The Doctor paused, and the hand with which he refilled his glass trembled violently.

“What is it, Doctor?” cried the men, gather about me.

“Take the women away; this is murder!”

“Murder!” cried Jeannette, as she fell against the side of the pagoda.

“Murder!” screamed Talma, staring at me as if unable to grasp my meaning.

I continued my examination of the bodies, and found that the same thing had happened to Mrs. Gordon and to little Johnny.

The police were notified; and when the sun rose over the dripping town he found them in charge of Gordon Hall, the servants standing in excited knots talking over the crime, the friends of the family confounded, and the two girls trying to comfort each other and realize the terrible misfortune that had overtaken them.

Nothing in the rooms of the left tower seemed to have been disturbed, The door of communication between the rooms of the husband and wife was open, as they had arranged if for the night. Little Johnny’s crib was placed beside his mother’s bed. In it he was found as though never awakened by the storm. It was quite evident that the assassin was no common ruffian. The chief gave strict orders for a watch to be kept on all strangers or suspicious characters who were seen in the neighborhood. He made inquires among the servants, seeing each one separately, but there was nothing gained from them. No on had heard anything suspicious; all had been awakened by the storm. The chief was puzzled. Here a triple crime for which no motive could be assigned.
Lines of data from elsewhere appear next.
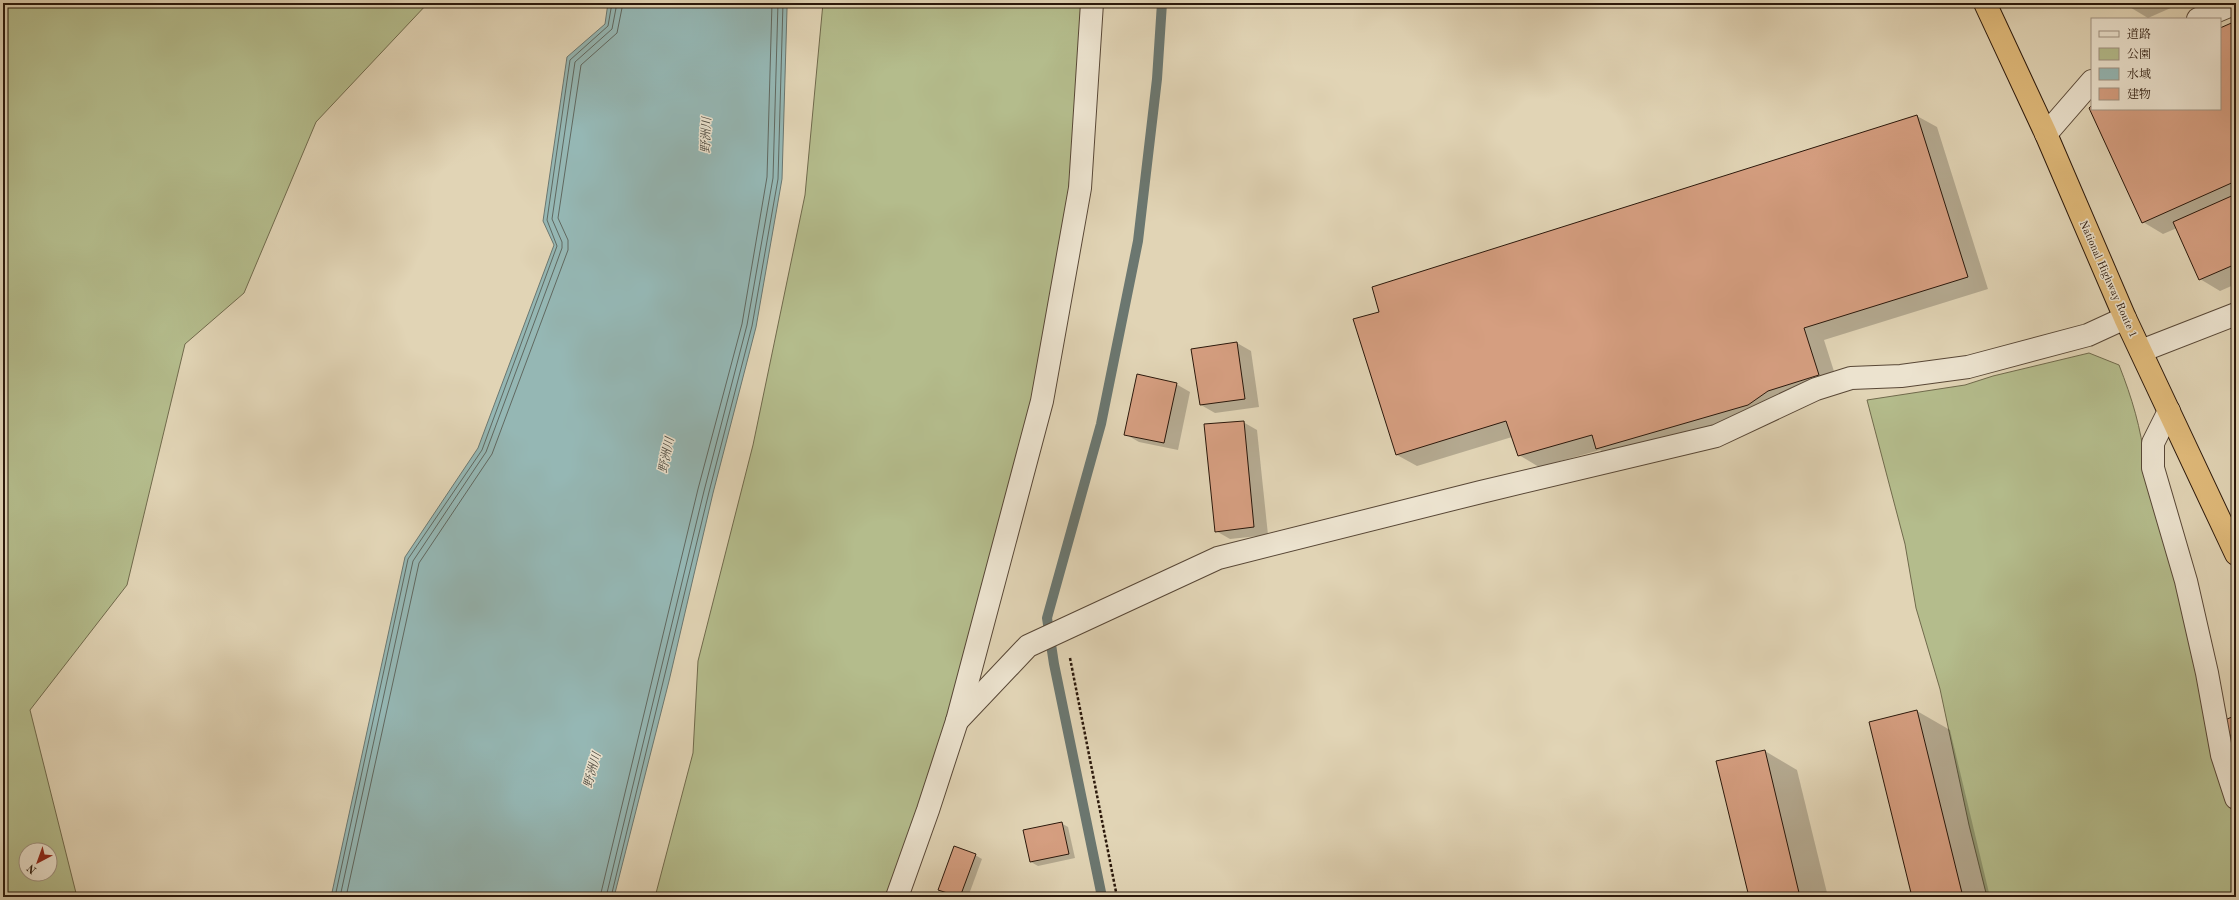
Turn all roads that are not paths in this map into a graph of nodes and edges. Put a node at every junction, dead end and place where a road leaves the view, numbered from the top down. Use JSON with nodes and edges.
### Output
{"nodes":[{"id":1,"x":1092,"y":3,"type":"edge"},
{"id":2,"x":1986,"y":3,"type":"edge"},
{"id":3,"x":2236,"y":3,"type":"edge"},
{"id":4,"x":2200,"y":18,"type":"edge"},
{"id":5,"x":2091,"y":82,"type":"edge"},
{"id":6,"x":2046,"y":134,"type":"junction"},
{"id":7,"x":2236,"y":314,"type":"edge"},
{"id":8,"x":2125,"y":318,"type":"junction"},
{"id":9,"x":2141,"y":351,"type":"junction"},
{"id":10,"x":2169,"y":411,"type":"junction"},
{"id":11,"x":2236,"y":554,"type":"edge"},
{"id":12,"x":957,"y":721,"type":"junction"},
{"id":13,"x":2236,"y":798,"type":"edge"},
{"id":14,"x":897,"y":897,"type":"edge"}],
"edges":[{"from":1,"to":12,"type":"lane"},
{"from":2,"to":6,"type":"highway","name":"National Highway Route 1"},
{"from":3,"to":4,"type":"lane"},
{"from":5,"to":6,"type":"lane"},
{"from":6,"to":8,"type":"highway","name":"National Highway Route 1"},
{"from":7,"to":9,"type":"lane"},
{"from":8,"to":9,"type":"highway","name":"National Highway Route 1"},
{"from":8,"to":12,"type":"lane"},
{"from":9,"to":10,"type":"highway","name":"National Highway Route 1"},
{"from":10,"to":11,"type":"highway","name":"National Highway Route 1"},
{"from":10,"to":13,"type":"lane"},
{"from":12,"to":14,"type":"lane"}]}
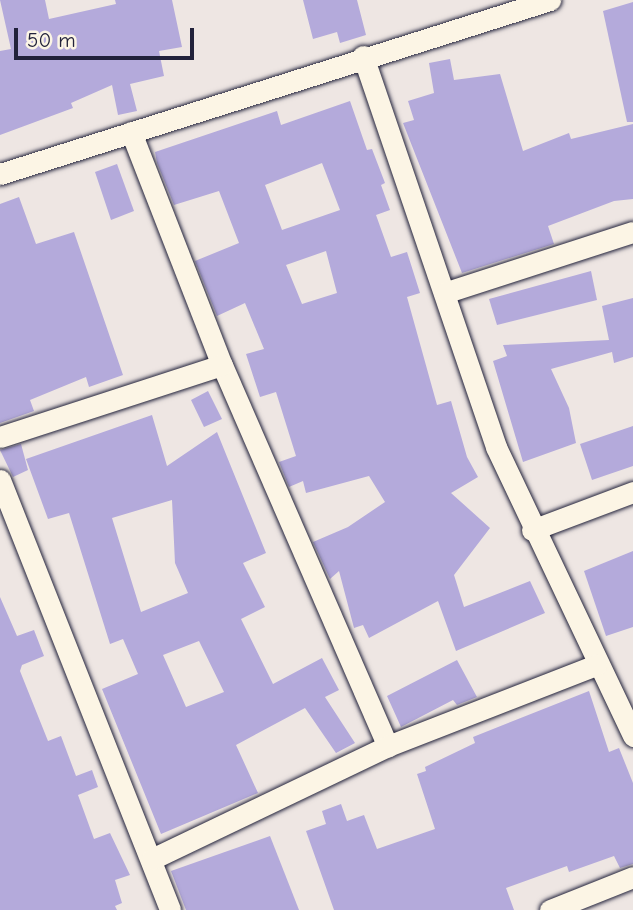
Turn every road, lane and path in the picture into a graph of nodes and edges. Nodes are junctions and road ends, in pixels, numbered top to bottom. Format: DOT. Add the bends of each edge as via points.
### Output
graph roads {
  1 [pos="550,0"];
  2 [pos="363,56"];
  3 [pos="131,132"];
  4 [pos="0,174"];
  5 [pos="633,232"];
  6 [pos="446,292"];
  7 [pos="222,365"];
  8 [pos="0,437"];
  9 [pos="0,480"];
  10 [pos="633,492"];
  11 [pos="532,530"];
  12 [pos="596,665"];
  13 [pos="633,736"];
  14 [pos="388,746"];
  15 [pos="152,859"];
  16 [pos="633,877"];
  17 [pos="170,910"];
  18 [pos="550,910"];
  1 -- 2 [label="street"];
  2 -- 3 [label="street"];
  2 -- 6 [label="street"];
  3 -- 4 [label="street"];
  3 -- 7 [label="street"];
  5 -- 6 [label="street"];
  6 -- 11 [label="street" via="496,447"];
  7 -- 8 [label="street"];
  7 -- 14 [label="street"];
  9 -- 15 [label="street"];
  10 -- 11 [label="street"];
  11 -- 12 [label="street"];
  12 -- 13 [label="street"];
  12 -- 14 [label="street"];
  14 -- 15 [label="street"];
  15 -- 17 [label="street"];
  16 -- 18 [label="street"];
}
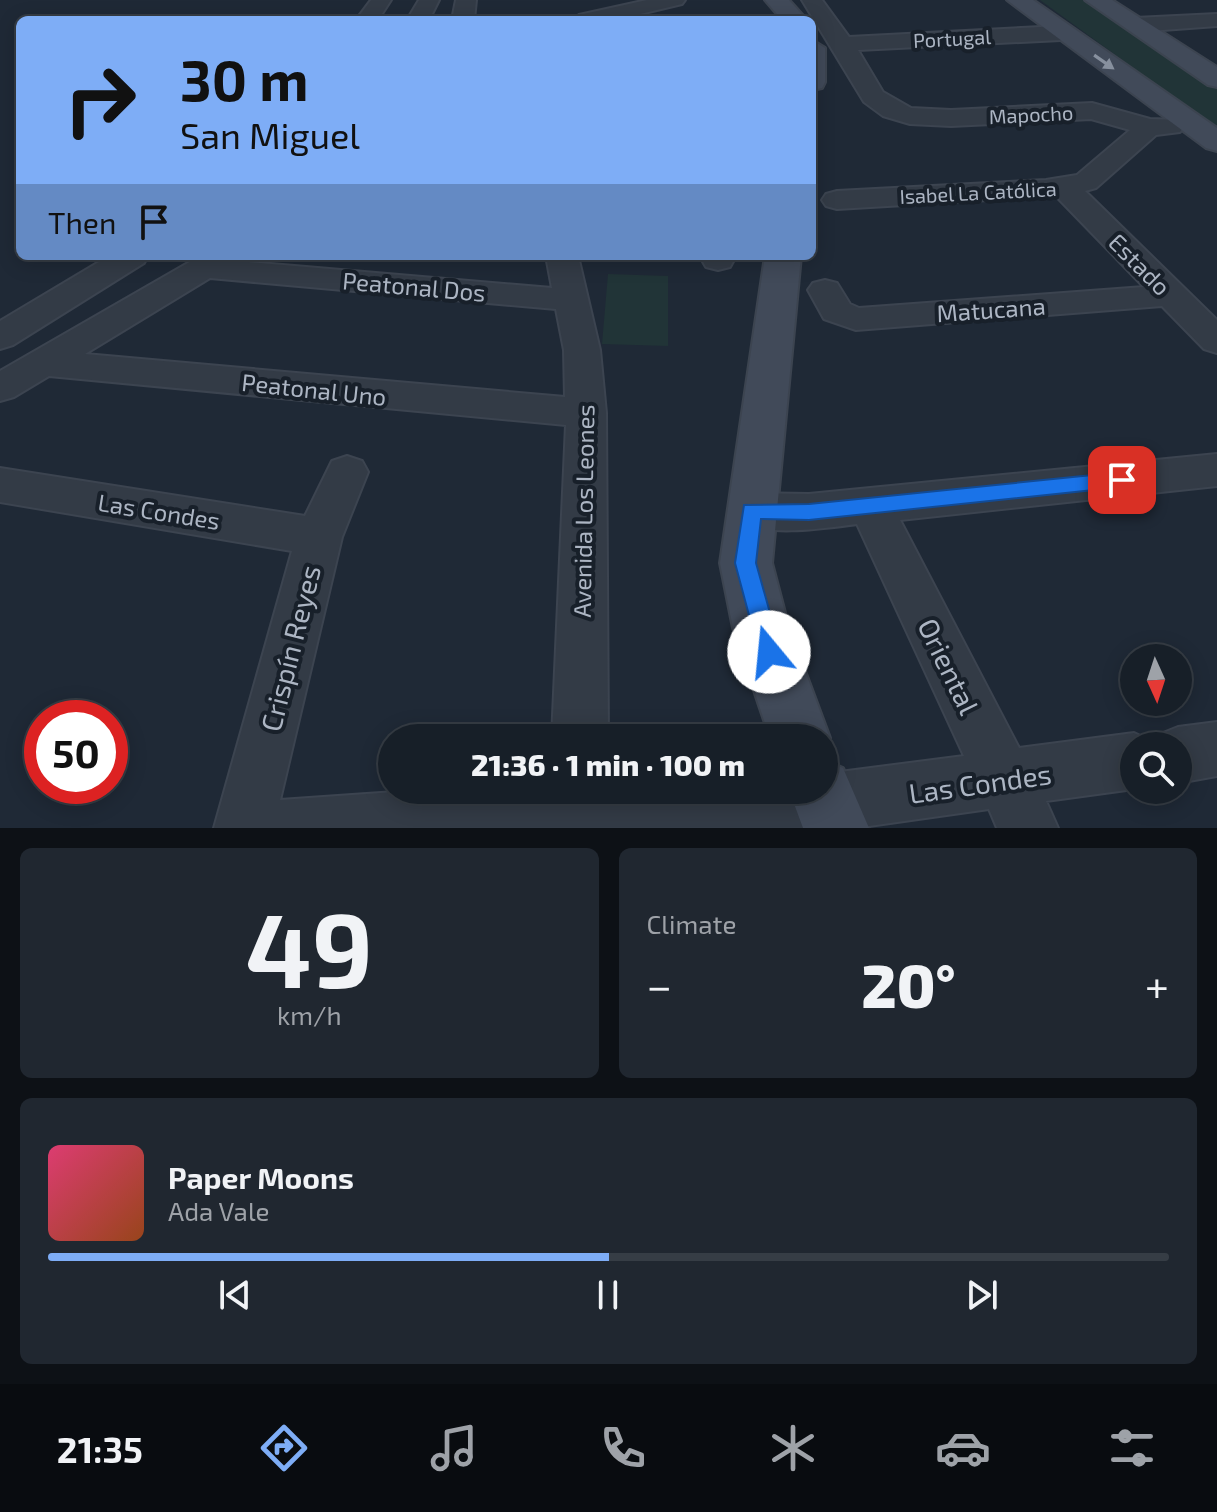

“What do you think of it?” I asked him, as we stood together on the lawn.

“It is my opinion that the deed was committed by one of the higher classes, which makes the mystery more difficult to solve. I tell you, Doctor, there are mysteries that never come to light, and this, I think, is one of them.”

While we were talking Jenkins, the butler, and old and trusted servant, came up to the chief and saluted respectfully. “Want to speak with me, Jenkins?” he asked. The man nodded, and they walked away together.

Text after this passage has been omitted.